_TASK REQUIREMENTS_
Show every line in the entries below where the word "Kopo" appears.

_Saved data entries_
====================

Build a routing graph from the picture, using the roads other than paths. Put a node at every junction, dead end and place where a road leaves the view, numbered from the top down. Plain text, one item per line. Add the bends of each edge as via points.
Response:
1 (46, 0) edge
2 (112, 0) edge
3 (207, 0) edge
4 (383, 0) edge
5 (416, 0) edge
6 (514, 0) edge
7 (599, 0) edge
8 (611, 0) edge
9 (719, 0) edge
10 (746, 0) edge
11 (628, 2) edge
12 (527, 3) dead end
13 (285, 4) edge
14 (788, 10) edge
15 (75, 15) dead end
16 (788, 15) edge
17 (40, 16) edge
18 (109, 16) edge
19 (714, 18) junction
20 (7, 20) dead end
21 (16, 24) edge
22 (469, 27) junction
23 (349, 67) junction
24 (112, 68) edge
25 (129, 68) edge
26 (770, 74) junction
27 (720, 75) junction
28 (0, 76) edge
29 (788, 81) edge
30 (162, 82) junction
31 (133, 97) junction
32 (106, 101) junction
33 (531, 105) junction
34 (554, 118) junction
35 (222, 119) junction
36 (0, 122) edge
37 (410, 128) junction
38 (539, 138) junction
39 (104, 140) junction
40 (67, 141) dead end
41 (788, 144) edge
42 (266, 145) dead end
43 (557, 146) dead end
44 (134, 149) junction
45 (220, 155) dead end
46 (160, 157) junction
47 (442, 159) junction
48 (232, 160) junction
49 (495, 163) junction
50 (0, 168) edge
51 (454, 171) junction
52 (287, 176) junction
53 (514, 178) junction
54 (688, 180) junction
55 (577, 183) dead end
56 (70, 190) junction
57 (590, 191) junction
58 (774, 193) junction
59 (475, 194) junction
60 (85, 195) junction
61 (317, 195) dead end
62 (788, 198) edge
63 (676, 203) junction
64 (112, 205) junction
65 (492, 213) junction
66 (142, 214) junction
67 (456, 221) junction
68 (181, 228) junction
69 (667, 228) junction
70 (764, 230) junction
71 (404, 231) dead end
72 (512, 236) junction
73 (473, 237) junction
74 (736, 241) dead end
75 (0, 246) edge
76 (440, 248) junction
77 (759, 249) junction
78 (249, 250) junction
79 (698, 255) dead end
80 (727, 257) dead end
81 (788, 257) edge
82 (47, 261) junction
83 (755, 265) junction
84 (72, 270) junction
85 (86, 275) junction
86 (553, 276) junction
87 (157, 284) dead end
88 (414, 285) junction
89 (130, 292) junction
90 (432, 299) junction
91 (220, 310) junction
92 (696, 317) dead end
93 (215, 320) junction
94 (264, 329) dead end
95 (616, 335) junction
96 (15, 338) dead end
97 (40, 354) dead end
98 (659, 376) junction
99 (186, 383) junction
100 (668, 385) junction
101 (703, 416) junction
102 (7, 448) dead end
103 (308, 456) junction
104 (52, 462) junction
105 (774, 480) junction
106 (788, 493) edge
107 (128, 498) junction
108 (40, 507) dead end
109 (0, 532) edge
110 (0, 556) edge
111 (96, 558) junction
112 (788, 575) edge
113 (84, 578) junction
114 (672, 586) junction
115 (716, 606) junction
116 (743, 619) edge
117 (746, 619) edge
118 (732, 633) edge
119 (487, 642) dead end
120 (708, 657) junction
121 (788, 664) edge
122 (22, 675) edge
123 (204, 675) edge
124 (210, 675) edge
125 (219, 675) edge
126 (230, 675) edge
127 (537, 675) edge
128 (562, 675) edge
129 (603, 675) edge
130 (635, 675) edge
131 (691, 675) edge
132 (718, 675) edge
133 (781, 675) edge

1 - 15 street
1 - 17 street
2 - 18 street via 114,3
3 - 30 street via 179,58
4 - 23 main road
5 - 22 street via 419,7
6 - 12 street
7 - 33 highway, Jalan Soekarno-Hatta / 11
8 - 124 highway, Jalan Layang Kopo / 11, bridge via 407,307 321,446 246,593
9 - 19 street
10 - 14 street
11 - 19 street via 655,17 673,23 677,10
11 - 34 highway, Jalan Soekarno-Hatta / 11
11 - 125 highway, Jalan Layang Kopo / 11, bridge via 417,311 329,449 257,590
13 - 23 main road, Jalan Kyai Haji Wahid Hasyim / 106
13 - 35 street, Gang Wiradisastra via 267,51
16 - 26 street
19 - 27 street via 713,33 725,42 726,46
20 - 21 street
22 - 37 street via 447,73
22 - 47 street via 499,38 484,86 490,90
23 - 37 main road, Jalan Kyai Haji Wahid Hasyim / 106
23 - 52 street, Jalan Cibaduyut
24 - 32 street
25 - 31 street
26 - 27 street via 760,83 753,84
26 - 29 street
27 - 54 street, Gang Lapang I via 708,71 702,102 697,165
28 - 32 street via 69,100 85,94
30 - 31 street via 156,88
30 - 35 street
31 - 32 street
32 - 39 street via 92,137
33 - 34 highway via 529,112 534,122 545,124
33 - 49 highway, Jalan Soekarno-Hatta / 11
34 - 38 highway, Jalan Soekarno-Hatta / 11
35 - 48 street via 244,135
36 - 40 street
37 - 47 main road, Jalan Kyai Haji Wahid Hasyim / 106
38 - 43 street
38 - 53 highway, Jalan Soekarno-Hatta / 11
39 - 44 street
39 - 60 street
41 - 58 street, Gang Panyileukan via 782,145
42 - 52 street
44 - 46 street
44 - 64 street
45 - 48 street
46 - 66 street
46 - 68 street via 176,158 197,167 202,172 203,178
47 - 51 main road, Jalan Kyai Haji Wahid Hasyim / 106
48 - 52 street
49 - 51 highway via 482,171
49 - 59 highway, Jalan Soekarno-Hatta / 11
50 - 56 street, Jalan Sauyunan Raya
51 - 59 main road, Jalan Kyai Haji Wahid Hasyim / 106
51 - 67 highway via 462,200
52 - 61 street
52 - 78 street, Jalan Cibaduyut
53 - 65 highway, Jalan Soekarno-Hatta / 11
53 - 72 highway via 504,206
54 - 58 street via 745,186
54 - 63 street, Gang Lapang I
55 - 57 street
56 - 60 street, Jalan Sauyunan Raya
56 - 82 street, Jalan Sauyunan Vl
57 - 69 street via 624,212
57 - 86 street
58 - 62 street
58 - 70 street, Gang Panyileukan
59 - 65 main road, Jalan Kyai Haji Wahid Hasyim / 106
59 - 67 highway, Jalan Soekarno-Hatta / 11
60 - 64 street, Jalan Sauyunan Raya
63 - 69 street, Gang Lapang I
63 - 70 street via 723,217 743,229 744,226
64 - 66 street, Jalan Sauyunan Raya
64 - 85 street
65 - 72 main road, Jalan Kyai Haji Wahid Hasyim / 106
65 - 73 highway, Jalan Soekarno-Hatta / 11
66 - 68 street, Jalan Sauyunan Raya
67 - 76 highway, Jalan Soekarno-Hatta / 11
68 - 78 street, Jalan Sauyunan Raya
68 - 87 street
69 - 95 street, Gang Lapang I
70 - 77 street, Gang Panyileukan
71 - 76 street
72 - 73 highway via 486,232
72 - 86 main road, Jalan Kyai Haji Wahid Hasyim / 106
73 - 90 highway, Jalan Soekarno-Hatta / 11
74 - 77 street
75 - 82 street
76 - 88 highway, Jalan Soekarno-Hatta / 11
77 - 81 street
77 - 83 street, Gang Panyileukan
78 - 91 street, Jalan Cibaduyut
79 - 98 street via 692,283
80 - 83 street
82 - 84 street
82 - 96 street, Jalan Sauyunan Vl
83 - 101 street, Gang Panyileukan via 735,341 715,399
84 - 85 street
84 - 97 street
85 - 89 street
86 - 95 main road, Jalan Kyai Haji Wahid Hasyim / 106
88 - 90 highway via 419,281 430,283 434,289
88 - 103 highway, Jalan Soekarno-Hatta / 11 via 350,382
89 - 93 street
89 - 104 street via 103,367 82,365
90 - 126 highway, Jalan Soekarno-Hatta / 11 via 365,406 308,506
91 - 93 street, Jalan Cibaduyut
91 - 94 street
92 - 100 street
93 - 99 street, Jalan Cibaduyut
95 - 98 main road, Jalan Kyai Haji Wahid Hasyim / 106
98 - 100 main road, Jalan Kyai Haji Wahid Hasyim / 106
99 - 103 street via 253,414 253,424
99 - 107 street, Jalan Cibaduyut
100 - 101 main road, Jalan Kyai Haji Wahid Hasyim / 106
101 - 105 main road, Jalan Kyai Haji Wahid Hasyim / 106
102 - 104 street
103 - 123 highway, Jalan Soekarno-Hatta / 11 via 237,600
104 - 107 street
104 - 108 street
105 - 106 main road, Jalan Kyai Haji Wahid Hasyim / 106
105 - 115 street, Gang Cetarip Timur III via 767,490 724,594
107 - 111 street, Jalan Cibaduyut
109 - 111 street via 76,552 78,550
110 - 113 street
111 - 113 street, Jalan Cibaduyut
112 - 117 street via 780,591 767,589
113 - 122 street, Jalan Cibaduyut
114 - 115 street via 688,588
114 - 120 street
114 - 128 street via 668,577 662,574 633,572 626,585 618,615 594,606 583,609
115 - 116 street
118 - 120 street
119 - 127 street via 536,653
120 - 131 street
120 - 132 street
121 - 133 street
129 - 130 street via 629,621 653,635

====================

_EXPECTED ANSWER_
8 - 124 highway, Jalan Layang Kopo / 11, bridge via 407,307 321,446 246,593
11 - 125 highway, Jalan Layang Kopo / 11, bridge via 417,311 329,449 257,590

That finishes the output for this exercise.